Oh, you may not remember making this contract with me, but believe me, you did. Not only that, but you’ve probably made this same contract with dozens if not hundreds of other writers, directors, producers, and actors in your time. And no matter how many times you have, it always went a little something like ours. In case the details are a little fuzzy, I’ll lay it out for you:

The moment you clicked the link that brought you to this page (or in the case of our test audiences here at Paradox-Omni Entertainment, the moment Billy Two-Ton and Joey ‘Thumbtacks’ ambushed them in an alley, resulting in them waking up with their eyelids mechanically pried open in front of a screen), I told you, by way of words like ‘superhero’, ‘story’ and ‘fiction’ that my intention was to lie to you for five pages every Monday and Wednesday with variable length lies on Fridays. I was just going to back a dump truck full of bullshit up to you and unload at will.

And you said okay to this because that’s pretty much what fiction is run through a filter that spits things out in horrifically simplified form. The caveat is that all this bullshit be entertaining bullshit, and in general, that it make sense in its own context.

I say ‘in general’ because some literary fiction can get away with… not. At all. I’m not an English major though, so I can’t explain why that is. Something to do with tone and theme taking precedent or something. Whatever it is, it makes literary fiction inherently superior to genre fiction to people who bother to care about that kind of distinction and makes them feel really good about themselves. Shine on, guys.

But if any sort of accurate description of my work brought you in, you’re here for a story that makes sense at least in its own internal logic.
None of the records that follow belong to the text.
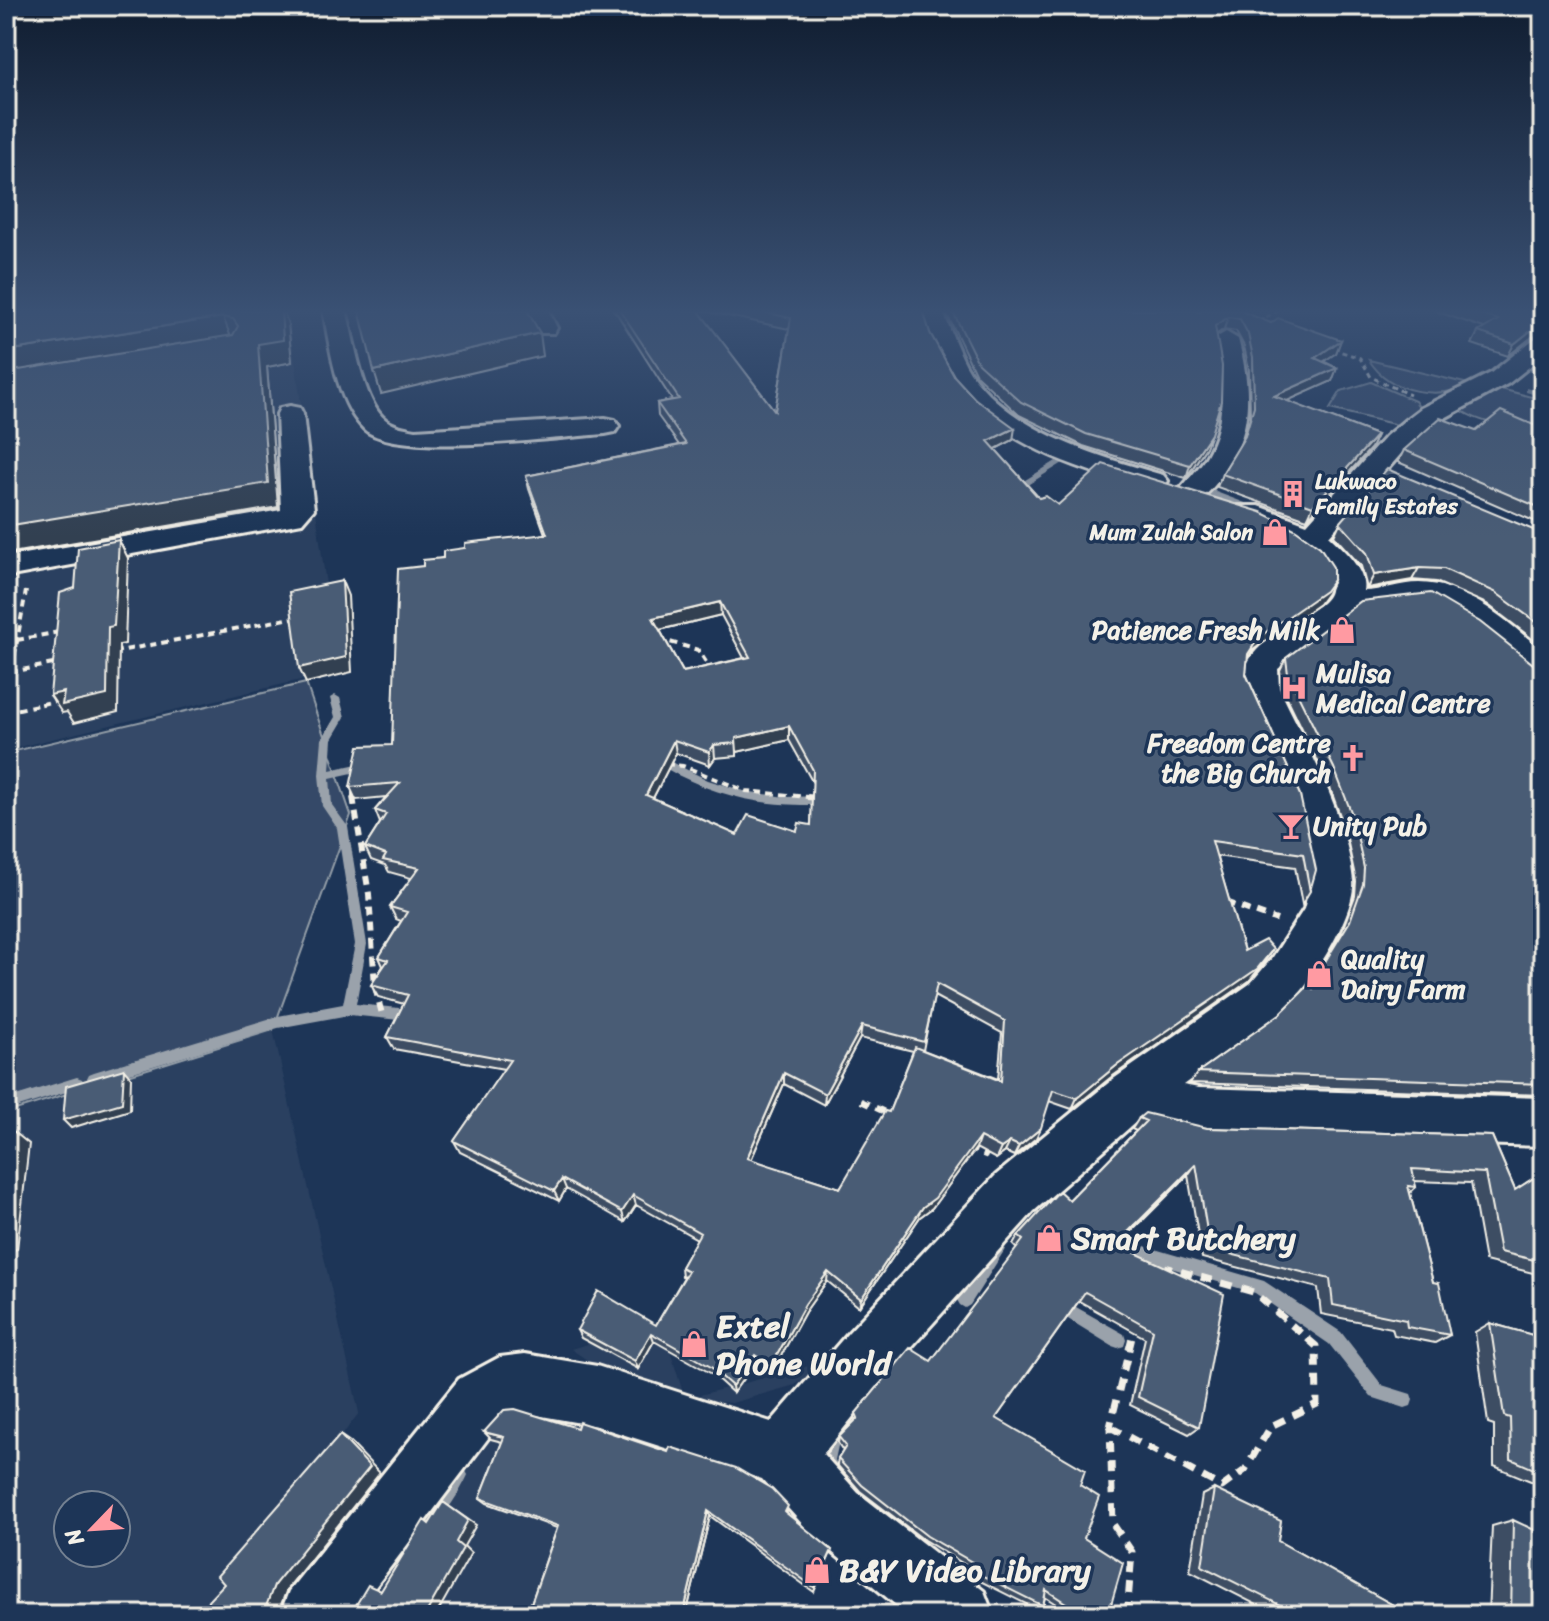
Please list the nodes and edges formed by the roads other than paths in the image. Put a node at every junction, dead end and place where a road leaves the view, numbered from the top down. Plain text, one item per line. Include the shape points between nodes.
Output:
1 (354, 386) edge
2 (970, 386) edge
3 (1238, 386) edge
4 (1485, 386) edge
5 (290, 414) dead end
6 (605, 426) dead end
7 (1378, 467) junction
8 (1407, 481) edge
9 (1193, 492) junction
10 (1312, 537) junction
11 (19, 564) edge
12 (1345, 600) junction
13 (1543, 670) edge
14 (1129, 1096) junction
15 (1543, 1122) edge
16 (782, 1456) junction
17 (313, 1615) edge
18 (960, 1615) edge

1 - 6 street via 360,409 377,426 416,438
2 - 9 street via 996,412 1065,452
3 - 9 street via 1231,437
4 - 7 street via 1431,414 1396,442
5 - 11 street via 299,509 291,517
7 - 8 street
7 - 10 street
9 - 10 street
10 - 12 street via 1343,571 1348,585
12 - 13 street via 1369,603 1433,595 1499,635
12 - 14 street via 1263,663 1259,673 1325,840 1332,892 1325,914 1267,997
14 - 15 street via 1199,1112
14 - 16 street via 1033,1175 868,1353
16 - 17 street via 654,1411 548,1387 503,1385 480,1400
16 - 18 street via 836,1515

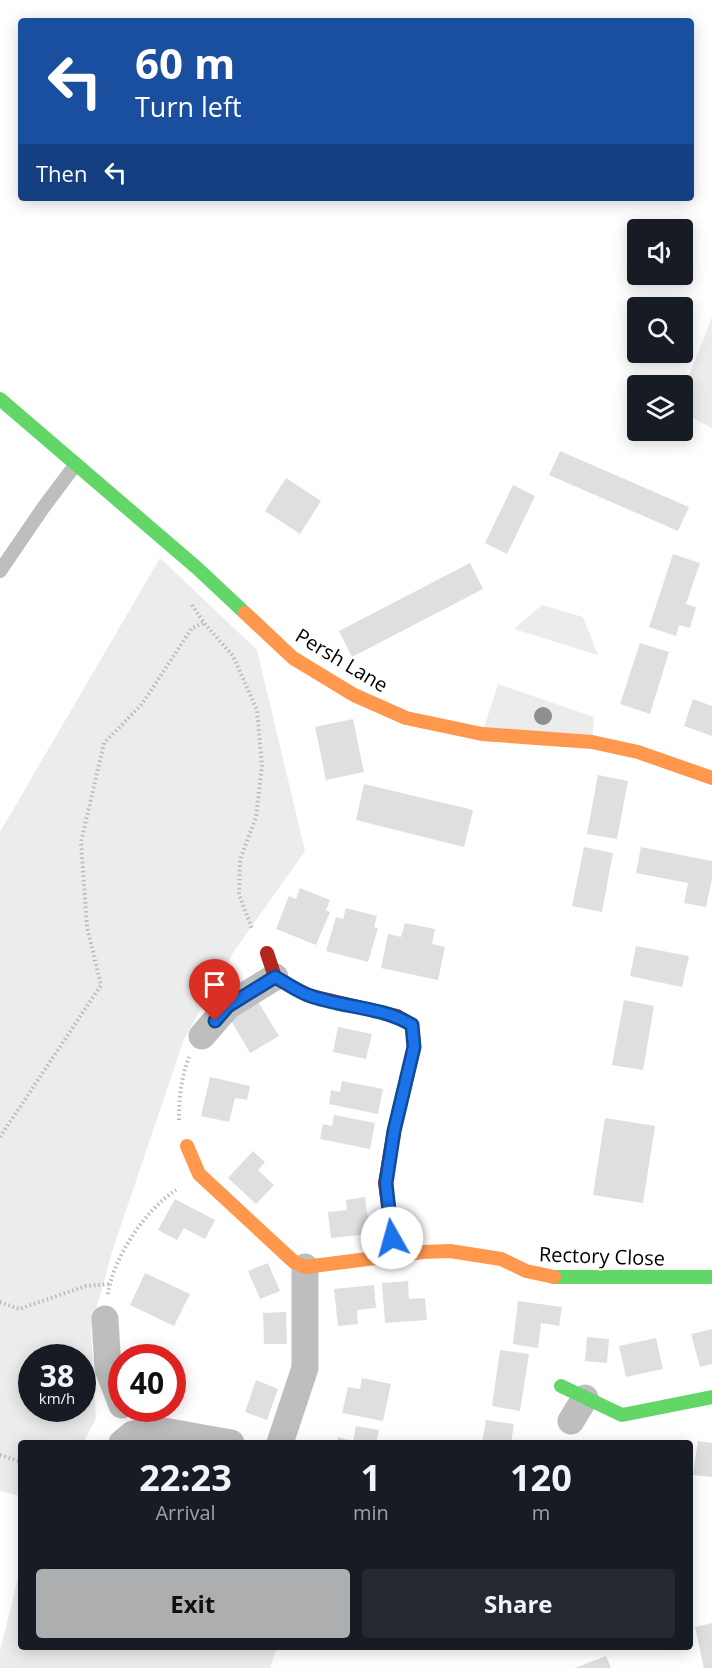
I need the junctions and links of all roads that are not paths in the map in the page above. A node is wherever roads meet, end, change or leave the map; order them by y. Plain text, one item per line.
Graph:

It’s why we’re okay with lightsabers even though their concept is clearly insane, and how we can accept a man whose eyes can produce enough energy to punch through a mountain in seconds just because some of his chromosomes are screwy.
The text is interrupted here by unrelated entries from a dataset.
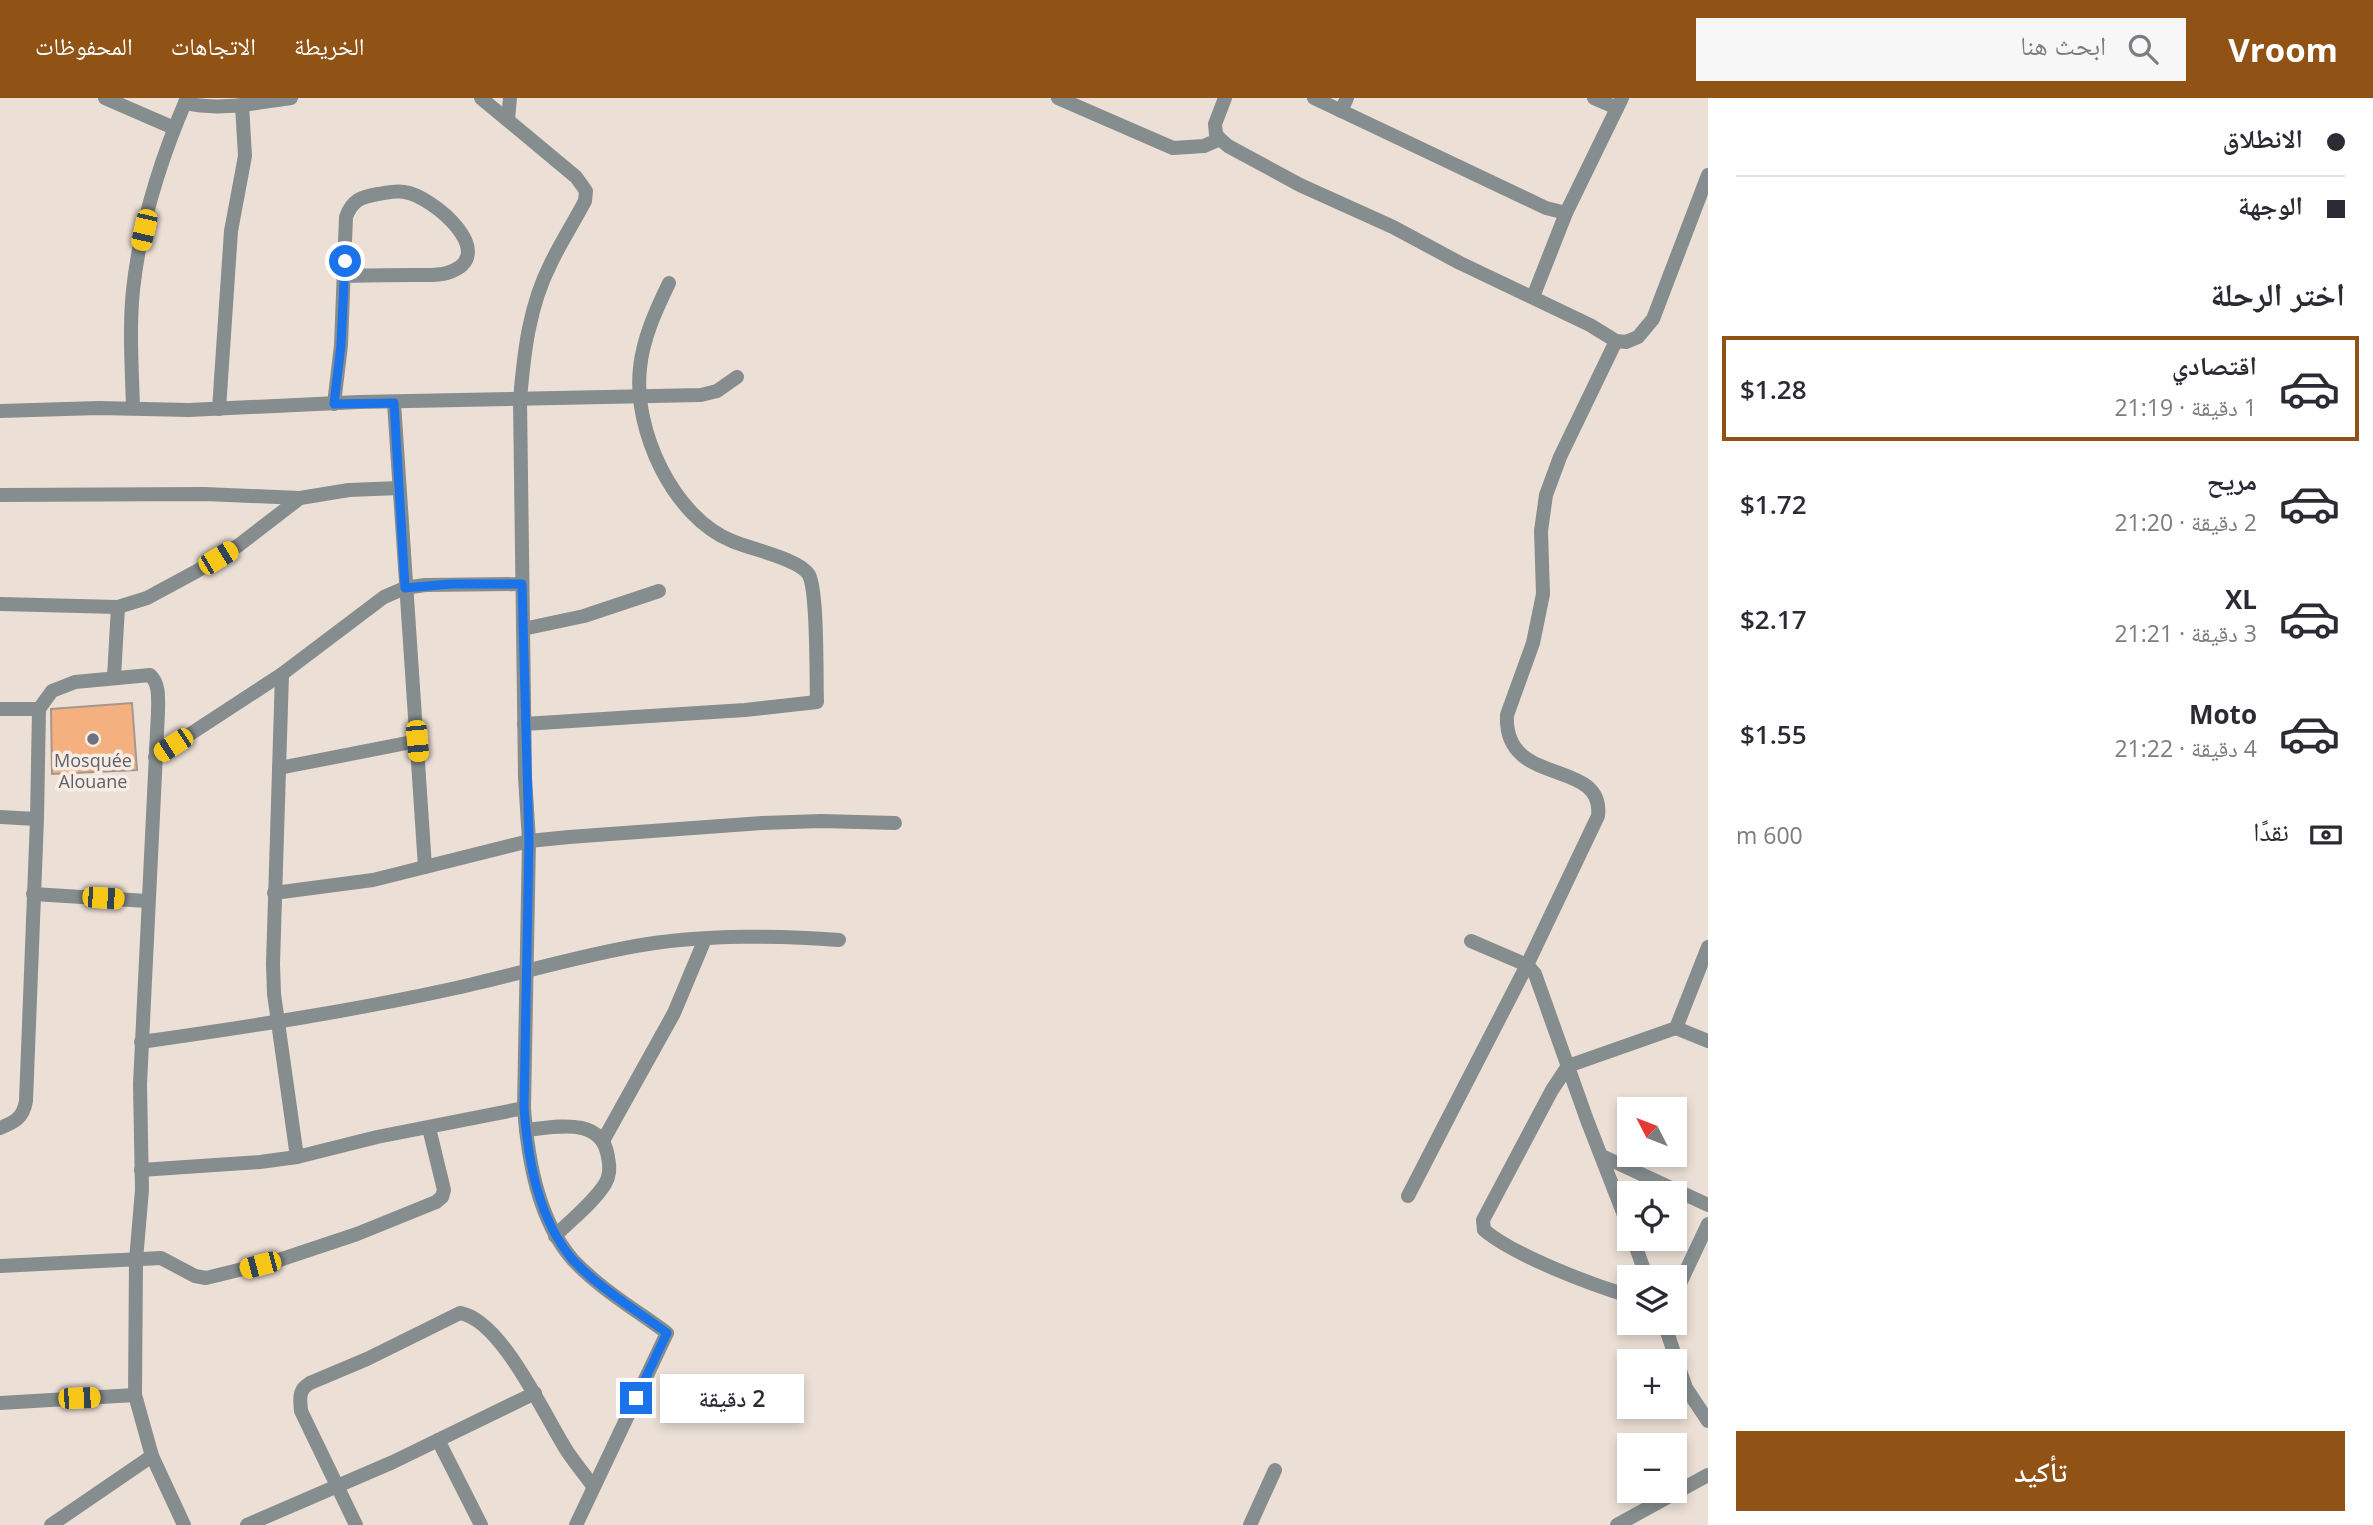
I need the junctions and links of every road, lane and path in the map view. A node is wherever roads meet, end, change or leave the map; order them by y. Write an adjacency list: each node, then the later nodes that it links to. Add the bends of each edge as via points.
1 (106, 98): 14 (street)
2 (291, 98): 11 (street)
3 (481, 98): 13 (street)
4 (510, 98): 13 (street)
5 (1058, 98): 15 (street, via 1173,148 1204,146)
6 (1225, 98): 15 (street, via 1215,124)
7 (1314, 98): 12 (street)
8 (1594, 98): 10 (street)
9 (186, 100): 11 (street, via 204,107); 14 (street)
10 (1619, 103): 17 (street)
11 (242, 105): 28 (street, via 244,156 231,231)
12 (1344, 105): 17 (street, via 1538,204)
13 (508, 119): 24 (street, via 576,177 586,191 537,296 526,339)
14 (174, 128): 27 (street, via 149,210 134,289)
15 (1220, 139): 20 (street, via 1300,185)
16 (1708, 175): 21 (street, via 1653,319 1638,337)
17 (1566, 213): 20 (street)
18 (346, 276): 18 (street, via 346,217 353,203 363,197 405,191 445,215 467,241 462,264 446,273); 26 (street)
19 (669, 283): 23 (street, via 645,343)
20 (1533, 297): 21 (street)
21 (1616, 341): 59 (street, via 1546,495 1541,531 1543,594 1533,643 1507,715 1507,732 1516,751 1581,782 1595,795 1599,808 1590,837)
22 (737, 377): 23 (street, via 717,391 701,395)
23 (640, 396): 24 (street); 43 (street, via 653,453 693,512 730,540 798,564 810,576 817,702)
24 (520, 400): 25 (street); 33 (street)
25 (394, 403): 26 (street); 30 (street)
26 (334, 404): 28 (street)
27 (133, 408): 28 (street); 29 (street)
28 (219, 409)
29 (0, 411)
30 (399, 488): 32 (street); 34 (street)
31 (0, 495): 32 (street)
32 (300, 498): 37 (street, via 218,558 147,598)
33 (522, 584): 34 (street); 38 (street)
34 (405, 588): 39 (street, via 383,597); 44 (street)
35 (659, 591): 38 (street, via 584,616)
36 (0, 604): 37 (street)
37 (118, 607): 40 (street)
38 (523, 629): 43 (street)
39 (282, 674): 45 (street); 46 (street)
40 (114, 677): 42 (street, via 75,682 52,691); 45 (street, via 154,678 158,697)
41 (0, 709): 42 (street)
42 (39, 709): 48 (street)
43 (524, 724): 50 (street)
44 (417, 741): 46 (street); 51 (street)
45 (155, 757): 54 (street)
46 (279, 768): 52 (street)
47 (0, 817): 48 (street)
48 (37, 819): 53 (street)
49 (895, 823): 50 (street, via 762,823)
50 (529, 841): 51 (street); 60 (street)
51 (425, 867): 52 (street, via 373,880)
52 (274, 893): 61 (street)
53 (33, 894): 54 (street); 67 (street, via 26,1101 21,1117)
54 (148, 901): 64 (street)
55 (705, 939): 56 (street); 60 (street, via 648,944); 70 (street, via 674,1013)
56 (839, 940)
57 (1471, 941): 59 (street)
58 (1708, 947): 62 (street)
59 (1527, 965): 65 (street, via 1538,980); 74 (street)
60 (527, 971): 61 (street); 66 (street)
61 (278, 1022): 64 (street); 72 (street)
62 (1676, 1028): 63 (street); 65 (street)
63 (1708, 1041)
64 (141, 1042): 73 (street)
65 (1567, 1066): 71 (street); 82 (street, via 1482,1226 1523,1253)
66 (524, 1108): 68 (street); 69 (street)
67 (0, 1128)
68 (429, 1128): 72 (street); 79 (street, via 444,1190 442,1197 427,1207 279,1260 206,1278 161,1258)
69 (526, 1130): 70 (street, via 576,1127); 78 (street, via 538,1191)
70 (604, 1139): 78 (street, via 610,1166 605,1184)
71 (1602, 1156): 75 (street); 76 (street)
72 (297, 1157): 73 (street)
73 (141, 1170): 79 (street)
74 (1408, 1196)
75 (1617, 1196)
76 (1708, 1205)
77 (1708, 1224): 81 (street)
78 (555, 1236): 94 (street, via 591,1276 667,1333)
79 (136, 1260): 80 (street); 85 (street)
80 (0, 1266)
81 (1687, 1269)
82 (1617, 1293)
83 (1668, 1335): 88 (street, via 1686,1388)
84 (535, 1393): 89 (street); 93 (street, via 482,1324 460,1313 310,1383 299,1395 301,1411); 94 (street, via 566,1450)
85 (135, 1395): 86 (street); 90 (street)
86 (6, 1403): 87 (street)
87 (0, 1413)
88 (1708, 1421)
89 (438, 1440): 93 (street); 99 (street)
90 (152, 1456): 95 (street); 96 (street)
91 (1275, 1470): 101 (street)
92 (1708, 1475): 102 (street)
93 (337, 1486): 97 (street); 98 (street)
94 (593, 1486): 100 (street)
95 (51, 1525)
96 (184, 1525)
97 (247, 1525)
98 (356, 1525)
99 (481, 1525)
100 (576, 1525)
101 (1250, 1525)
102 (1617, 1525)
We call this anti-reality field, this basic building block of fiction/reader relationship ‘suspension of disbelief’, and just like the Invisible Boy’s powers from Mystery Men, it only works when you’re not looking.

Luckily, that rule is pretty lax. We all know that gamma radiation is deadly, but if we just decide that we’ll let that one go by just this once, we’re rewarded with SMASHing and can generally agree that it’s worth it except in that one Ang Lee movie. Audiences, especially sci-fi and fantasy audiences are good at letting things slide at least until it’s time to make affectionate jokes about it on the internet. The trouble comes when a writer inadvertently hangs a sign on these things that make them impossible to ignore.

And one of the worse ways of doing this is breaking completely arbitrary rules that you yourself codified earlier in the work. While this can happen in a lot of places, the most glaringly, painfully obvious ones come when you’re dealing with the rules of magic.

To be clear: ‘Magic’ here is a catch all for anything in a story that expressly and actively does something that isn’t currently possible in reality. This can be magic, but it can also be super science, mutant powers, psionics, or divine fiat. If a cartoon caveman would just call it ‘magic’ instead of being a big nerd about the taxonomy of the thing, it’s ‘magic’ here. Because I’m too lazy to type more than that.

There are a lot of ways this can be implemented and they each have their strengths and weaknesses.

In his Dresden Files series, Jim Butcher uses a very vaguely defined magic system. We know that magic words are gibberish that the caster assigned to spells, we know that it still has to follow things like thermodynamics (fire spells draw heat out of their surroundings), and we know the inherent power of magic circles and thresholds. The full on mechanics of how you learn a spell or make a magic item are hidden (but we get to watch potions being made).

On the other side of the coin, Brandon Sanderson is a magic system creating machine. Every world he creates has at least two (whether the reader notices them or not), and are so detailed that casting methods and the differences between two systems form plots and subplots in his books.

By the end of his Mistborn trilogy, we know not only what all of the Allomancy powers the characters encounter do, but their origins, strengths, weaknesses, how they affect society, and neat tricks a Mistborn (someone who can use all of them) can pull off. There are even handy charts in the back of the book for easy reference.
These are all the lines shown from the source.